→ **THE PROBLEM**: Your reply should reproduce all the data below exactly while excluding the pictures.

→ **SUPPLIED MATERIAL**:
==============================
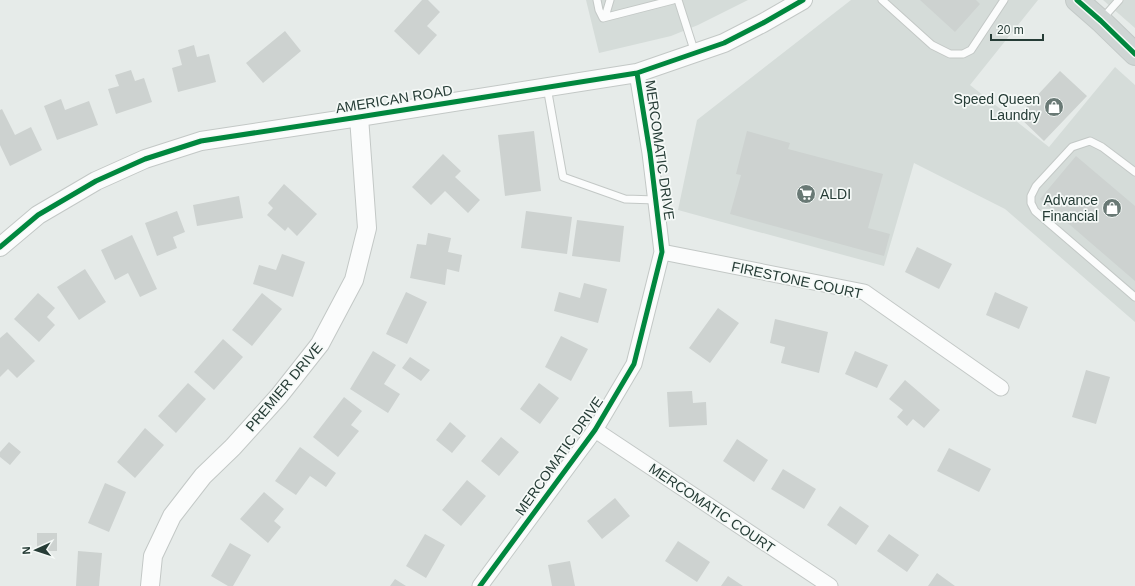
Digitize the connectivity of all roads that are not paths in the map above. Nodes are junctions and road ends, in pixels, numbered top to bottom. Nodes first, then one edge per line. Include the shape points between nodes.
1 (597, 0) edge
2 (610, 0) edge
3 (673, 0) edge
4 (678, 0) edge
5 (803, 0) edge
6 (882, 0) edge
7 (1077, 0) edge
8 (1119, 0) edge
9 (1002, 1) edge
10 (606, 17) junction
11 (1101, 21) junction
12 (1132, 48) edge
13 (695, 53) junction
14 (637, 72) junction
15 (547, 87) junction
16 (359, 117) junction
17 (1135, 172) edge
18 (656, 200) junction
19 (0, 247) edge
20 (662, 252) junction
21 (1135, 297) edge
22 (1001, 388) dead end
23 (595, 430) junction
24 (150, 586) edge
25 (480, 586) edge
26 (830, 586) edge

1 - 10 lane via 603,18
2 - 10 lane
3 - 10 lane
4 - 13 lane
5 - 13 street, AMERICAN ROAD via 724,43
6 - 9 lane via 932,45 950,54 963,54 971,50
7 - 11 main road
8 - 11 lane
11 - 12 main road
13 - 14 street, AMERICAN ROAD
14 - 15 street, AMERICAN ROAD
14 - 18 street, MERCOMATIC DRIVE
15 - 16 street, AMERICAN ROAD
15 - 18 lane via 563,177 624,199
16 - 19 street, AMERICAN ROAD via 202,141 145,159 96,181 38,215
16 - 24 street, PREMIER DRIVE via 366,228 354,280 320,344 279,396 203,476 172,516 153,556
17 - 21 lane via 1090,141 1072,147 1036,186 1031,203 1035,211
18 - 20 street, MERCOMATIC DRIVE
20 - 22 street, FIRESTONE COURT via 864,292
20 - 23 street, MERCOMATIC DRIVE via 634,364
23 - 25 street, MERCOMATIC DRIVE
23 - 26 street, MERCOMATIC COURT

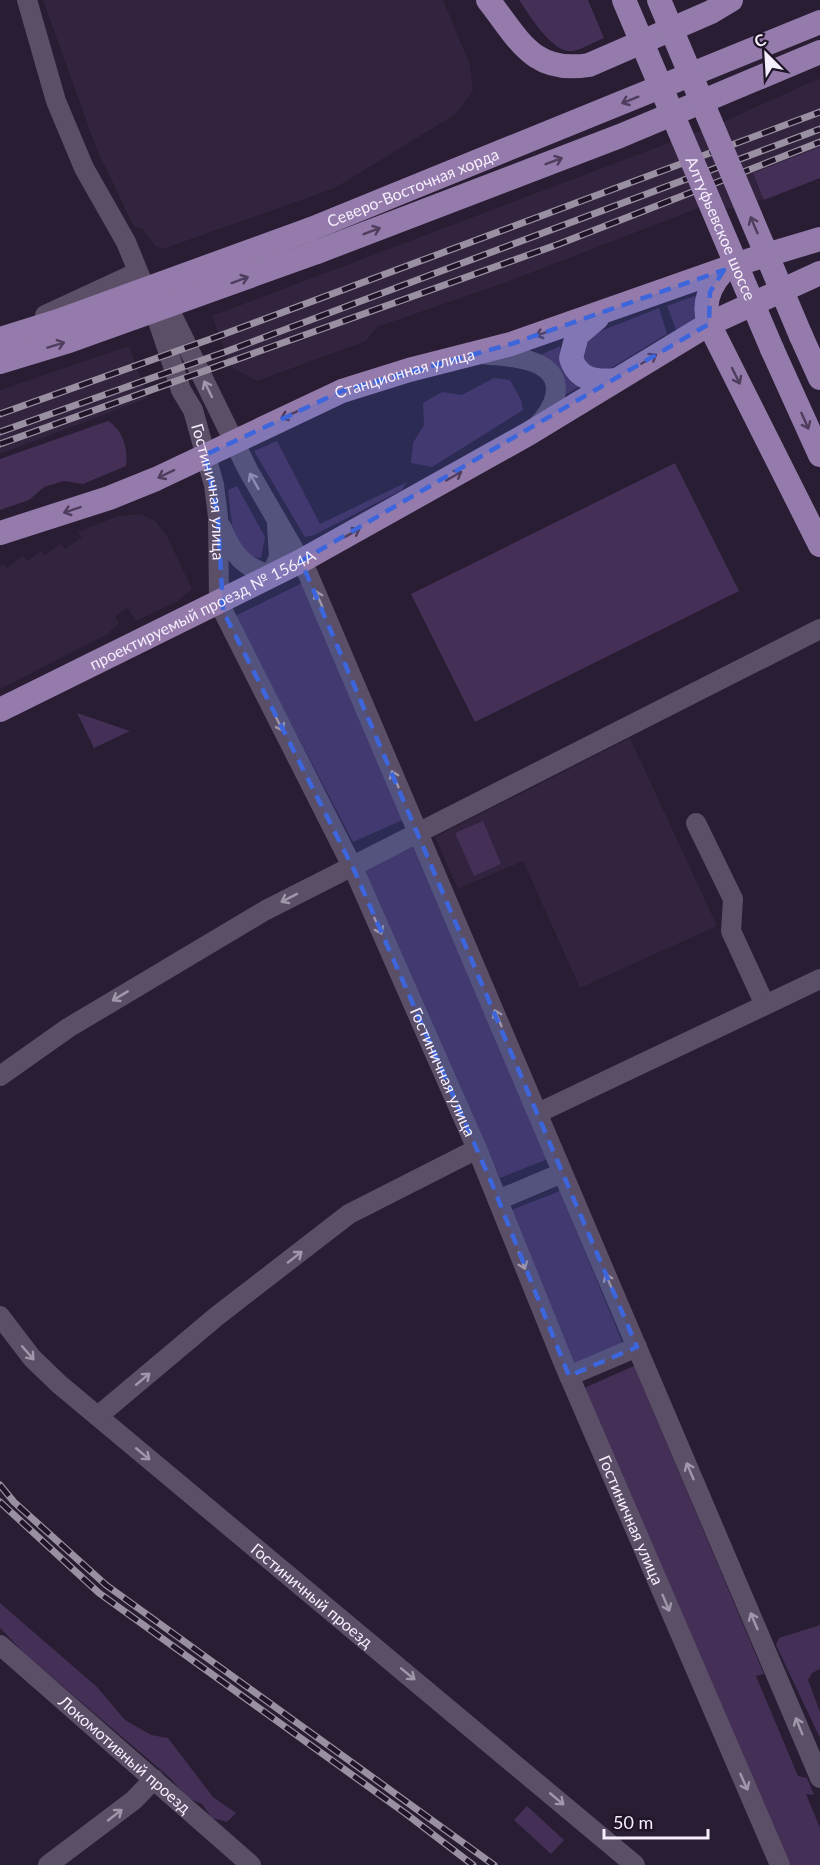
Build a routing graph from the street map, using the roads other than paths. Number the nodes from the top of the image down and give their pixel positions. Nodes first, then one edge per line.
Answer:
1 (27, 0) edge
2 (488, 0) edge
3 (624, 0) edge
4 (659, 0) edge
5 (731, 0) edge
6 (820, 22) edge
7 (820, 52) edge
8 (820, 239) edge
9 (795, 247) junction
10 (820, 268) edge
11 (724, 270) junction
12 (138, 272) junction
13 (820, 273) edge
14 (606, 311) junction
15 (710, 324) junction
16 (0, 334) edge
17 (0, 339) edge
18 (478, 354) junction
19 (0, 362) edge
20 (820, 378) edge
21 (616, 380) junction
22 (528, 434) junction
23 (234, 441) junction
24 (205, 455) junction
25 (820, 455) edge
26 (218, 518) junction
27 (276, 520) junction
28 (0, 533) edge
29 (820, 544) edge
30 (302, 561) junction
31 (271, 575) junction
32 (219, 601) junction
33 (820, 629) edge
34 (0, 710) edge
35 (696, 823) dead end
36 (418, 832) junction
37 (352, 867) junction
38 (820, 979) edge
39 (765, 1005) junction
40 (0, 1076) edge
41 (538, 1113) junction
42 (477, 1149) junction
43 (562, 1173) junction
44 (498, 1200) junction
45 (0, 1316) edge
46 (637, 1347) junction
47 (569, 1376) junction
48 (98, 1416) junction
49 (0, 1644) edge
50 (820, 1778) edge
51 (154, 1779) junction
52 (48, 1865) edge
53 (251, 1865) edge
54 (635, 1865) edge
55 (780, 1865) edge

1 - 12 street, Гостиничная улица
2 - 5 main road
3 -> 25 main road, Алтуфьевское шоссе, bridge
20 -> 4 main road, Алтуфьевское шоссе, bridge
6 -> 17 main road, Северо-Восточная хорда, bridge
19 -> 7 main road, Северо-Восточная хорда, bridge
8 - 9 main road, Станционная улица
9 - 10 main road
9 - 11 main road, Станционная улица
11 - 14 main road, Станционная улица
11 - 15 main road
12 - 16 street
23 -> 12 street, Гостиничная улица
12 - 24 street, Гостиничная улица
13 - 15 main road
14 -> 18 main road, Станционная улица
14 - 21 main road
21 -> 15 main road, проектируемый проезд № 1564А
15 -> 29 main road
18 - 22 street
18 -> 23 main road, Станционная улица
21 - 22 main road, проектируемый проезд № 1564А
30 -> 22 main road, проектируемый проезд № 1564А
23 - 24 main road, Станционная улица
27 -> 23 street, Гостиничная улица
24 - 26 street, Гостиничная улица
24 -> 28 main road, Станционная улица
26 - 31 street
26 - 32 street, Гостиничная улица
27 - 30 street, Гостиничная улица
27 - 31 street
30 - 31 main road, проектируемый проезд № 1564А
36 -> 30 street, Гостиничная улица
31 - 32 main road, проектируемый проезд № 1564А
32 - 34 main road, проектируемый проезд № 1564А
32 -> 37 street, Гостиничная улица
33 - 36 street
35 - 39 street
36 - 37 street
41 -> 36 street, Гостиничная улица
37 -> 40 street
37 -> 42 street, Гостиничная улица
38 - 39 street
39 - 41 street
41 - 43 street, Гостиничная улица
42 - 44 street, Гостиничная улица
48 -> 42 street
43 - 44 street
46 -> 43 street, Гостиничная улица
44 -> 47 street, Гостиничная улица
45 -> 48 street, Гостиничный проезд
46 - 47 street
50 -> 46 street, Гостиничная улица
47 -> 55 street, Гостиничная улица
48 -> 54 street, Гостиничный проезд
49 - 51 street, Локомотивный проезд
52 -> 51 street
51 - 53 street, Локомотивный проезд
==============================
→ **TASK RESULT**:
Digitize the connectivity of all roads that are not paths in the map above. Nodes are junctions and road ends, in pixels, numbered top to bottom. Nodes first, then one edge per line. Include the shape points between nodes.
1 (597, 0) edge
2 (610, 0) edge
3 (673, 0) edge
4 (678, 0) edge
5 (803, 0) edge
6 (882, 0) edge
7 (1077, 0) edge
8 (1119, 0) edge
9 (1002, 1) edge
10 (606, 17) junction
11 (1101, 21) junction
12 (1132, 48) edge
13 (695, 53) junction
14 (637, 72) junction
15 (547, 87) junction
16 (359, 117) junction
17 (1135, 172) edge
18 (656, 200) junction
19 (0, 247) edge
20 (662, 252) junction
21 (1135, 297) edge
22 (1001, 388) dead end
23 (595, 430) junction
24 (150, 586) edge
25 (480, 586) edge
26 (830, 586) edge

1 - 10 lane via 603,18
2 - 10 lane
3 - 10 lane
4 - 13 lane
5 - 13 street, AMERICAN ROAD via 724,43
6 - 9 lane via 932,45 950,54 963,54 971,50
7 - 11 main road
8 - 11 lane
11 - 12 main road
13 - 14 street, AMERICAN ROAD
14 - 15 street, AMERICAN ROAD
14 - 18 street, MERCOMATIC DRIVE
15 - 16 street, AMERICAN ROAD
15 - 18 lane via 563,177 624,199
16 - 19 street, AMERICAN ROAD via 202,141 145,159 96,181 38,215
16 - 24 street, PREMIER DRIVE via 366,228 354,280 320,344 279,396 203,476 172,516 153,556
17 - 21 lane via 1090,141 1072,147 1036,186 1031,203 1035,211
18 - 20 street, MERCOMATIC DRIVE
20 - 22 street, FIRESTONE COURT via 864,292
20 - 23 street, MERCOMATIC DRIVE via 634,364
23 - 25 street, MERCOMATIC DRIVE
23 - 26 street, MERCOMATIC COURT

Build a routing graph from the street map, using the roads other than paths. Number the nodes from the top of the image down and give their pixel positions. Nodes first, then one edge per line.
Answer:
1 (27, 0) edge
2 (488, 0) edge
3 (624, 0) edge
4 (659, 0) edge
5 (731, 0) edge
6 (820, 22) edge
7 (820, 52) edge
8 (820, 239) edge
9 (795, 247) junction
10 (820, 268) edge
11 (724, 270) junction
12 (138, 272) junction
13 (820, 273) edge
14 (606, 311) junction
15 (710, 324) junction
16 (0, 334) edge
17 (0, 339) edge
18 (478, 354) junction
19 (0, 362) edge
20 (820, 378) edge
21 (616, 380) junction
22 (528, 434) junction
23 (234, 441) junction
24 (205, 455) junction
25 (820, 455) edge
26 (218, 518) junction
27 (276, 520) junction
28 (0, 533) edge
29 (820, 544) edge
30 (302, 561) junction
31 (271, 575) junction
32 (219, 601) junction
33 (820, 629) edge
34 (0, 710) edge
35 (696, 823) dead end
36 (418, 832) junction
37 (352, 867) junction
38 (820, 979) edge
39 (765, 1005) junction
40 (0, 1076) edge
41 (538, 1113) junction
42 (477, 1149) junction
43 (562, 1173) junction
44 (498, 1200) junction
45 (0, 1316) edge
46 (637, 1347) junction
47 (569, 1376) junction
48 (98, 1416) junction
49 (0, 1644) edge
50 (820, 1778) edge
51 (154, 1779) junction
52 (48, 1865) edge
53 (251, 1865) edge
54 (635, 1865) edge
55 (780, 1865) edge

1 - 12 street, Гостиничная улица
2 - 5 main road
3 -> 25 main road, Алтуфьевское шоссе, bridge
20 -> 4 main road, Алтуфьевское шоссе, bridge
6 -> 17 main road, Северо-Восточная хорда, bridge
19 -> 7 main road, Северо-Восточная хорда, bridge
8 - 9 main road, Станционная улица
9 - 10 main road
9 - 11 main road, Станционная улица
11 - 14 main road, Станционная улица
11 - 15 main road
12 - 16 street
23 -> 12 street, Гостиничная улица
12 - 24 street, Гостиничная улица
13 - 15 main road
14 -> 18 main road, Станционная улица
14 - 21 main road
21 -> 15 main road, проектируемый проезд № 1564А
15 -> 29 main road
18 - 22 street
18 -> 23 main road, Станционная улица
21 - 22 main road, проектируемый проезд № 1564А
30 -> 22 main road, проектируемый проезд № 1564А
23 - 24 main road, Станционная улица
27 -> 23 street, Гостиничная улица
24 - 26 street, Гостиничная улица
24 -> 28 main road, Станционная улица
26 - 31 street
26 - 32 street, Гостиничная улица
27 - 30 street, Гостиничная улица
27 - 31 street
30 - 31 main road, проектируемый проезд № 1564А
36 -> 30 street, Гостиничная улица
31 - 32 main road, проектируемый проезд № 1564А
32 - 34 main road, проектируемый проезд № 1564А
32 -> 37 street, Гостиничная улица
33 - 36 street
35 - 39 street
36 - 37 street
41 -> 36 street, Гостиничная улица
37 -> 40 street
37 -> 42 street, Гостиничная улица
38 - 39 street
39 - 41 street
41 - 43 street, Гостиничная улица
42 - 44 street, Гостиничная улица
48 -> 42 street
43 - 44 street
46 -> 43 street, Гостиничная улица
44 -> 47 street, Гостиничная улица
45 -> 48 street, Гостиничный проезд
46 - 47 street
50 -> 46 street, Гостиничная улица
47 -> 55 street, Гостиничная улица
48 -> 54 street, Гостиничный проезд
49 - 51 street, Локомотивный проезд
52 -> 51 street
51 - 53 street, Локомотивный проезд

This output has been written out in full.